Exercise requirements: Would you return the entries exactly, with every line intact?

Entries supplied:
>>>

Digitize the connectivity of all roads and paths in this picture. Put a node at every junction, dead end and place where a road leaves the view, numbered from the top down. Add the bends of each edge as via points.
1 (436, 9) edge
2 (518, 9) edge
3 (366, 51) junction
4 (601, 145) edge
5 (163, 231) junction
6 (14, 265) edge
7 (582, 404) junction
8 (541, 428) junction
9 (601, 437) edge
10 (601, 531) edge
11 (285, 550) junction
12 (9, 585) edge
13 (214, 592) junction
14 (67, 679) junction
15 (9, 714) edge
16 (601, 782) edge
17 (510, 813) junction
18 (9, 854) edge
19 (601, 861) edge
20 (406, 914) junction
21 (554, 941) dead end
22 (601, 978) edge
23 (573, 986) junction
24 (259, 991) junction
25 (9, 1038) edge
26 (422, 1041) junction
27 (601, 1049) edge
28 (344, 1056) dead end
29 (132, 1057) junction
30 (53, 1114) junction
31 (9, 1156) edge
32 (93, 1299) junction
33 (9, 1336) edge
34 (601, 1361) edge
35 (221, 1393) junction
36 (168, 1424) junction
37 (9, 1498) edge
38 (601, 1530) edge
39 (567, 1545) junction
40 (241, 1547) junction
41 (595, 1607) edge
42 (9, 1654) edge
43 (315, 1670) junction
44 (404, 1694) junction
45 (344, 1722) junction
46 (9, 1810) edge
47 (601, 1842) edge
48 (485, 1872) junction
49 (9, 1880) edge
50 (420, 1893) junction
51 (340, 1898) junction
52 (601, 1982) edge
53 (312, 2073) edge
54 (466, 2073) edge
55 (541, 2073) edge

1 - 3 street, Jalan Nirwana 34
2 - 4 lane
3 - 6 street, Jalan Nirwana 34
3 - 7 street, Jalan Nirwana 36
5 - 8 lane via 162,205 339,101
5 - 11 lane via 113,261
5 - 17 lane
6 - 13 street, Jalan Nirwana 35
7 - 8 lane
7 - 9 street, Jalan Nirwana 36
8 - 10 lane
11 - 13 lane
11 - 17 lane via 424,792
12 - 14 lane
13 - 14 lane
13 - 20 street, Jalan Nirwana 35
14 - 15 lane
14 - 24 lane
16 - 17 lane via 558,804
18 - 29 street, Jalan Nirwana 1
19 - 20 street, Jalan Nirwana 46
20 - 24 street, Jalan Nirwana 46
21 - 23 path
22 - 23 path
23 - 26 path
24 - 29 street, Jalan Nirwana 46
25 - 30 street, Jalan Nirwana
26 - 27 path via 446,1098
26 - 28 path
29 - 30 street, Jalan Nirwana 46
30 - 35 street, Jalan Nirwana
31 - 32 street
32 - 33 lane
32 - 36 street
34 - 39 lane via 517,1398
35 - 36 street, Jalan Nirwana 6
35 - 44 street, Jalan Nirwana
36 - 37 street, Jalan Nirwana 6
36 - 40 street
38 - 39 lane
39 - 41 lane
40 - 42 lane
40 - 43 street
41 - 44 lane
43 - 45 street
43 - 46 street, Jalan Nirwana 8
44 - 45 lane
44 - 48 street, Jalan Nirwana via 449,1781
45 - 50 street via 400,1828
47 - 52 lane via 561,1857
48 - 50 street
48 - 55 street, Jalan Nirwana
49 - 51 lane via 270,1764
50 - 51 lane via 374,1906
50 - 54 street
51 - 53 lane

<<<

Answer to this task:
Digitize the connectivity of all roads and paths in this picture. Put a node at every junction, dead end and place where a road leaves the view, numbered from the top down. Add the bends of each edge as via points.
1 (436, 9) edge
2 (518, 9) edge
3 (366, 51) junction
4 (601, 145) edge
5 (163, 231) junction
6 (14, 265) edge
7 (582, 404) junction
8 (541, 428) junction
9 (601, 437) edge
10 (601, 531) edge
11 (285, 550) junction
12 (9, 585) edge
13 (214, 592) junction
14 (67, 679) junction
15 (9, 714) edge
16 (601, 782) edge
17 (510, 813) junction
18 (9, 854) edge
19 (601, 861) edge
20 (406, 914) junction
21 (554, 941) dead end
22 (601, 978) edge
23 (573, 986) junction
24 (259, 991) junction
25 (9, 1038) edge
26 (422, 1041) junction
27 (601, 1049) edge
28 (344, 1056) dead end
29 (132, 1057) junction
30 (53, 1114) junction
31 (9, 1156) edge
32 (93, 1299) junction
33 (9, 1336) edge
34 (601, 1361) edge
35 (221, 1393) junction
36 (168, 1424) junction
37 (9, 1498) edge
38 (601, 1530) edge
39 (567, 1545) junction
40 (241, 1547) junction
41 (595, 1607) edge
42 (9, 1654) edge
43 (315, 1670) junction
44 (404, 1694) junction
45 (344, 1722) junction
46 (9, 1810) edge
47 (601, 1842) edge
48 (485, 1872) junction
49 (9, 1880) edge
50 (420, 1893) junction
51 (340, 1898) junction
52 (601, 1982) edge
53 (312, 2073) edge
54 (466, 2073) edge
55 (541, 2073) edge

1 - 3 street, Jalan Nirwana 34
2 - 4 lane
3 - 6 street, Jalan Nirwana 34
3 - 7 street, Jalan Nirwana 36
5 - 8 lane via 162,205 339,101
5 - 11 lane via 113,261
5 - 17 lane
6 - 13 street, Jalan Nirwana 35
7 - 8 lane
7 - 9 street, Jalan Nirwana 36
8 - 10 lane
11 - 13 lane
11 - 17 lane via 424,792
12 - 14 lane
13 - 14 lane
13 - 20 street, Jalan Nirwana 35
14 - 15 lane
14 - 24 lane
16 - 17 lane via 558,804
18 - 29 street, Jalan Nirwana 1
19 - 20 street, Jalan Nirwana 46
20 - 24 street, Jalan Nirwana 46
21 - 23 path
22 - 23 path
23 - 26 path
24 - 29 street, Jalan Nirwana 46
25 - 30 street, Jalan Nirwana
26 - 27 path via 446,1098
26 - 28 path
29 - 30 street, Jalan Nirwana 46
30 - 35 street, Jalan Nirwana
31 - 32 street
32 - 33 lane
32 - 36 street
34 - 39 lane via 517,1398
35 - 36 street, Jalan Nirwana 6
35 - 44 street, Jalan Nirwana
36 - 37 street, Jalan Nirwana 6
36 - 40 street
38 - 39 lane
39 - 41 lane
40 - 42 lane
40 - 43 street
41 - 44 lane
43 - 45 street
43 - 46 street, Jalan Nirwana 8
44 - 45 lane
44 - 48 street, Jalan Nirwana via 449,1781
45 - 50 street via 400,1828
47 - 52 lane via 561,1857
48 - 50 street
48 - 55 street, Jalan Nirwana
49 - 51 lane via 270,1764
50 - 51 lane via 374,1906
50 - 54 street
51 - 53 lane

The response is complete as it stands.